[Directions for this task] Give the records again word for word. Leave every picture out.

[Data entries]
'''

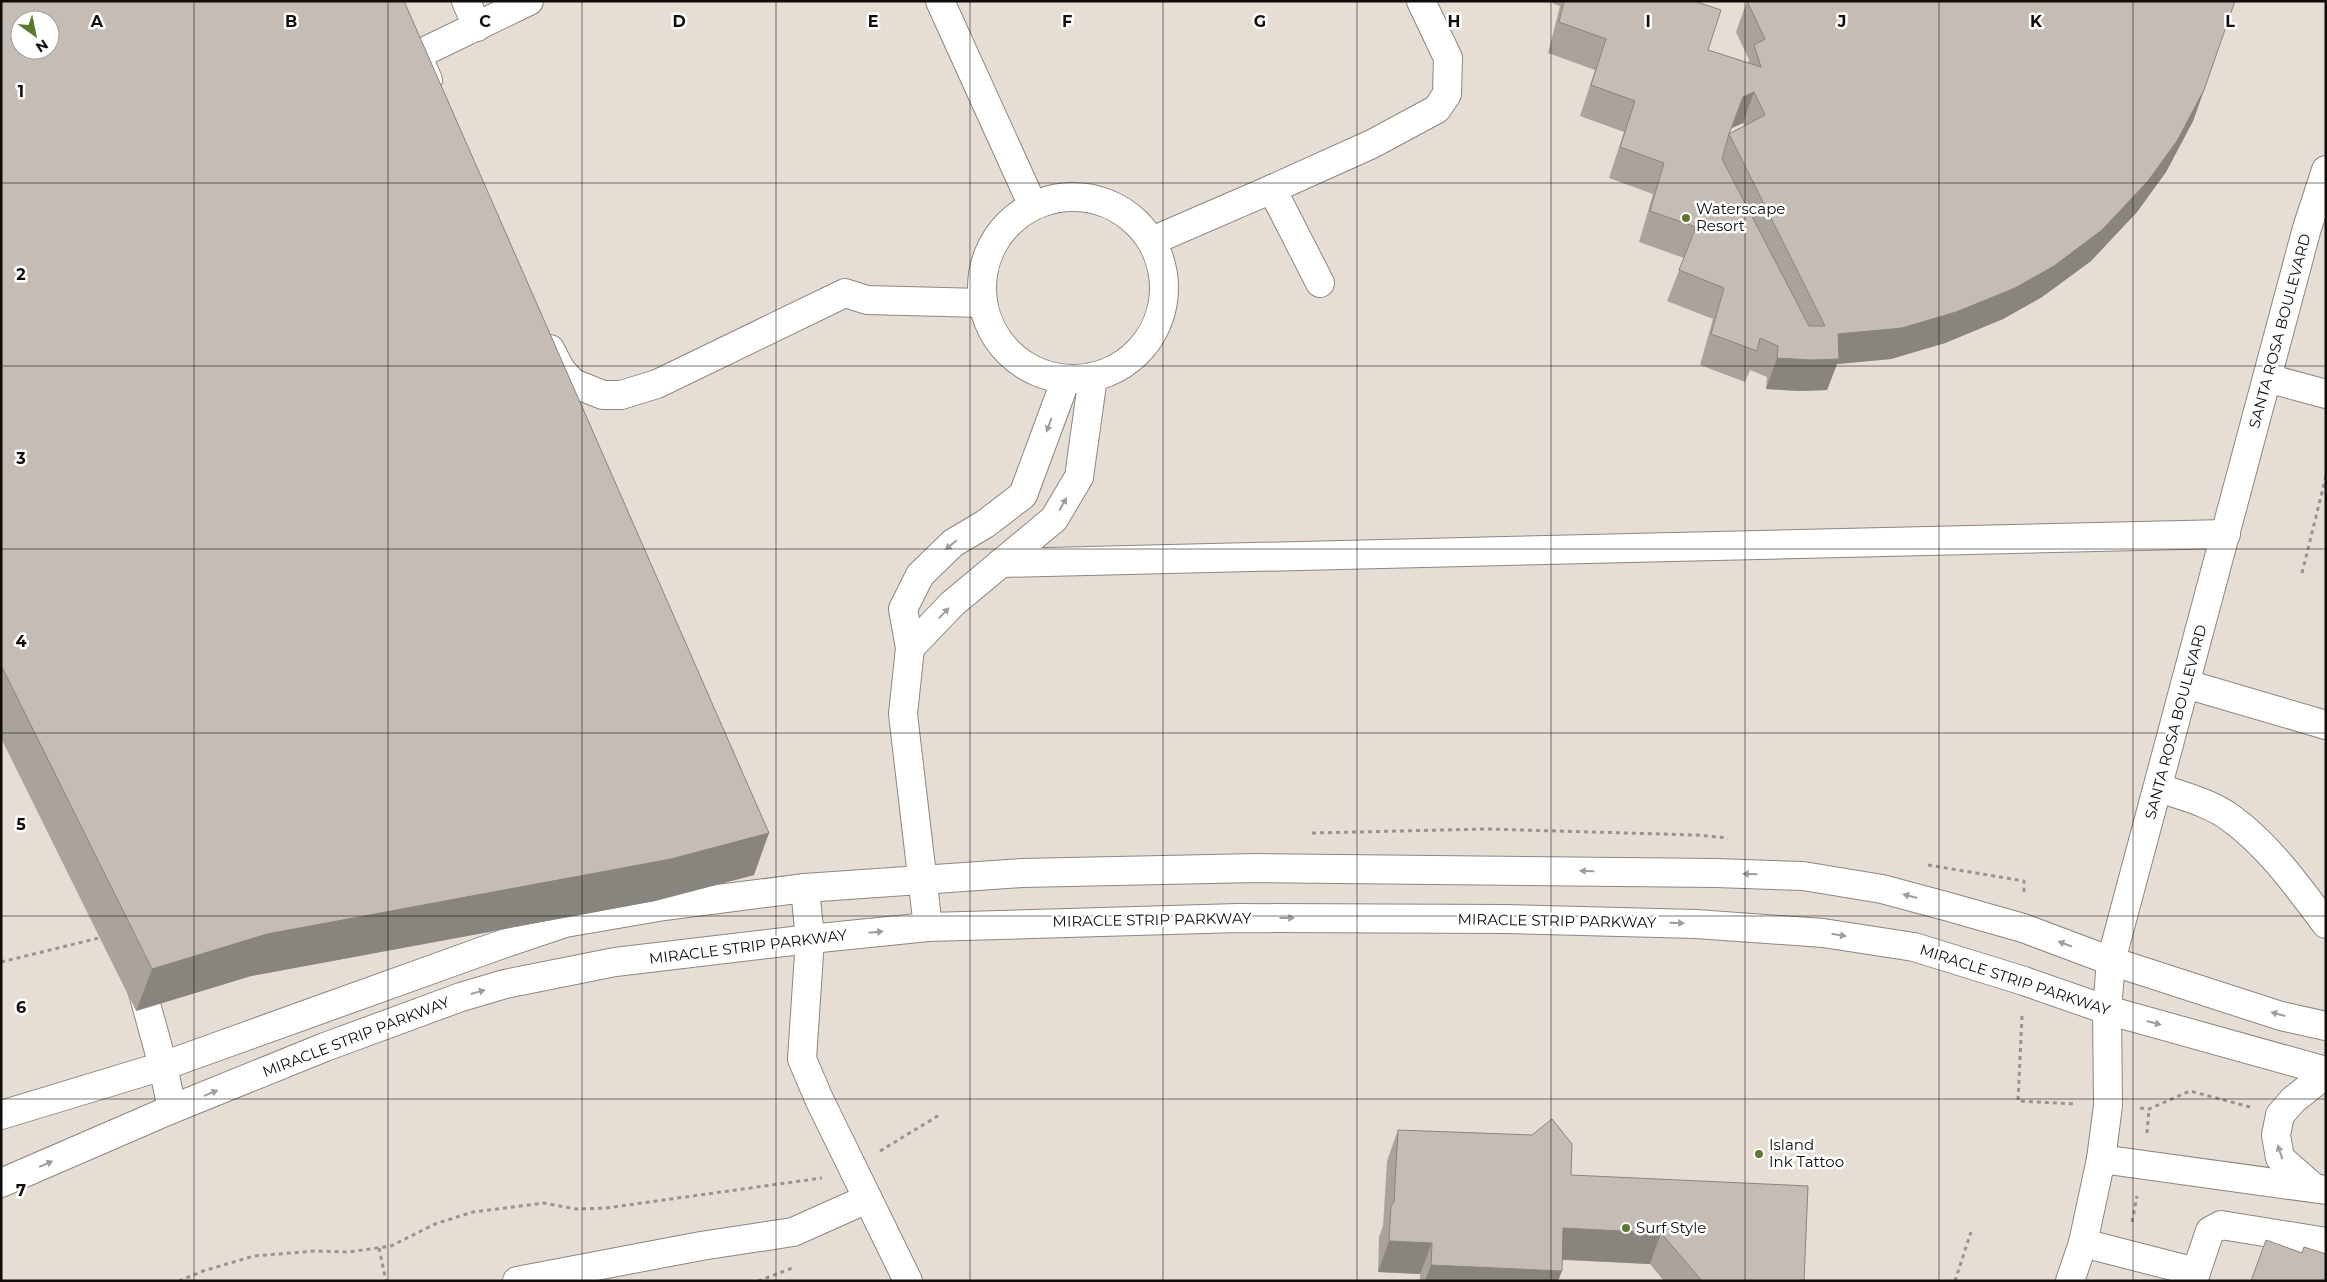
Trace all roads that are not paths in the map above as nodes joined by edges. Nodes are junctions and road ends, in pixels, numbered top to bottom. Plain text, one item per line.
1 (466, 1) edge
2 (529, 1) edge
3 (940, 1) edge
4 (1421, 1) edge
5 (477, 27) junction
6 (438, 100) edge
7 (2326, 170) edge
8 (1272, 189) junction
9 (1033, 206) junction
10 (1152, 241) junction
11 (1320, 283) dead end
12 (982, 302) junction
13 (538, 323) edge
14 (1093, 377) junction
15 (2267, 378) junction
16 (1066, 379) junction
17 (2326, 394) edge
18 (2226, 534) junction
19 (1001, 563) junction
20 (910, 648) junction
21 (2186, 684) junction
22 (2326, 725) edge
23 (2159, 788) junction
24 (924, 879) junction
25 (805, 888) junction
26 (489, 918) edge
27 (2326, 924) edge
28 (928, 927) junction
29 (810, 939) junction
30 (497, 946) junction
31 (132, 951) edge
32 (2111, 961) junction
33 (2107, 1010) junction
34 (2326, 1026) edge
35 (163, 1066) junction
36 (2326, 1073) edge
37 (172, 1109) junction
38 (1, 1115) edge
39 (2101, 1159) junction
40 (1, 1183) edge
41 (2319, 1189) edge
42 (867, 1199) junction
43 (2326, 1242) edge
44 (2083, 1243) junction
45 (2195, 1276) edge
46 (517, 1281) edge
47 (908, 1281) edge
48 (2070, 1281) edge

1 - 5 main road
2 - 5 main road
3 - 9 main road
4 - 8 main road
5 - 6 main road
7 - 15 main road, SANTA ROSA BOULEVARD
8 - 10 main road
8 - 11 main road
9 - 10 main road
9 - 12 main road
10 - 14 main road
12 - 13 main road
12 - 16 main road
14 - 16 main road
19 -> 14 main road
15 - 17 main road
15 - 18 main road, SANTA ROSA BOULEVARD
16 -> 20 main road
18 - 19 main road
18 - 21 main road, SANTA ROSA BOULEVARD
20 -> 19 main road
20 - 24 main road
21 - 22 main road
21 - 23 main road, SANTA ROSA BOULEVARD
23 - 27 main road
23 - 32 main road, SANTA ROSA BOULEVARD
24 - 25 main road
24 - 28 main road
32 -> 24 main road
25 - 29 main road
25 - 30 main road
26 - 30 main road
29 -> 28 main road, MIRACLE STRIP PARKWAY
28 -> 33 main road, MIRACLE STRIP PARKWAY
37 -> 29 main road, MIRACLE STRIP PARKWAY
29 - 42 main road
30 - 35 main road
31 - 35 main road
32 - 33 main road, SANTA ROSA BOULEVARD
34 -> 32 main road
33 -> 36 main road, MIRACLE STRIP PARKWAY
33 - 39 main road, SANTA ROSA BOULEVARD
35 - 37 main road
35 - 38 main road
41 -> 36 main road
40 -> 37 main road, MIRACLE STRIP PARKWAY
39 - 41 main road
39 - 44 main road, SANTA ROSA BOULEVARD
42 - 46 main road
42 - 47 main road
43 - 45 main road
44 - 45 main road
44 - 48 main road, SANTA ROSA BOULEVARD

'''

[Reply to the exercise]
Trace all roads that are not paths in the map above as nodes joined by edges. Nodes are junctions and road ends, in pixels, numbered top to bottom. Plain text, one item per line.
1 (466, 1) edge
2 (529, 1) edge
3 (940, 1) edge
4 (1421, 1) edge
5 (477, 27) junction
6 (438, 100) edge
7 (2326, 170) edge
8 (1272, 189) junction
9 (1033, 206) junction
10 (1152, 241) junction
11 (1320, 283) dead end
12 (982, 302) junction
13 (538, 323) edge
14 (1093, 377) junction
15 (2267, 378) junction
16 (1066, 379) junction
17 (2326, 394) edge
18 (2226, 534) junction
19 (1001, 563) junction
20 (910, 648) junction
21 (2186, 684) junction
22 (2326, 725) edge
23 (2159, 788) junction
24 (924, 879) junction
25 (805, 888) junction
26 (489, 918) edge
27 (2326, 924) edge
28 (928, 927) junction
29 (810, 939) junction
30 (497, 946) junction
31 (132, 951) edge
32 (2111, 961) junction
33 (2107, 1010) junction
34 (2326, 1026) edge
35 (163, 1066) junction
36 (2326, 1073) edge
37 (172, 1109) junction
38 (1, 1115) edge
39 (2101, 1159) junction
40 (1, 1183) edge
41 (2319, 1189) edge
42 (867, 1199) junction
43 (2326, 1242) edge
44 (2083, 1243) junction
45 (2195, 1276) edge
46 (517, 1281) edge
47 (908, 1281) edge
48 (2070, 1281) edge

1 - 5 main road
2 - 5 main road
3 - 9 main road
4 - 8 main road
5 - 6 main road
7 - 15 main road, SANTA ROSA BOULEVARD
8 - 10 main road
8 - 11 main road
9 - 10 main road
9 - 12 main road
10 - 14 main road
12 - 13 main road
12 - 16 main road
14 - 16 main road
19 -> 14 main road
15 - 17 main road
15 - 18 main road, SANTA ROSA BOULEVARD
16 -> 20 main road
18 - 19 main road
18 - 21 main road, SANTA ROSA BOULEVARD
20 -> 19 main road
20 - 24 main road
21 - 22 main road
21 - 23 main road, SANTA ROSA BOULEVARD
23 - 27 main road
23 - 32 main road, SANTA ROSA BOULEVARD
24 - 25 main road
24 - 28 main road
32 -> 24 main road
25 - 29 main road
25 - 30 main road
26 - 30 main road
29 -> 28 main road, MIRACLE STRIP PARKWAY
28 -> 33 main road, MIRACLE STRIP PARKWAY
37 -> 29 main road, MIRACLE STRIP PARKWAY
29 - 42 main road
30 - 35 main road
31 - 35 main road
32 - 33 main road, SANTA ROSA BOULEVARD
34 -> 32 main road
33 -> 36 main road, MIRACLE STRIP PARKWAY
33 - 39 main road, SANTA ROSA BOULEVARD
35 - 37 main road
35 - 38 main road
41 -> 36 main road
40 -> 37 main road, MIRACLE STRIP PARKWAY
39 - 41 main road
39 - 44 main road, SANTA ROSA BOULEVARD
42 - 46 main road
42 - 47 main road
43 - 45 main road
44 - 45 main road
44 - 48 main road, SANTA ROSA BOULEVARD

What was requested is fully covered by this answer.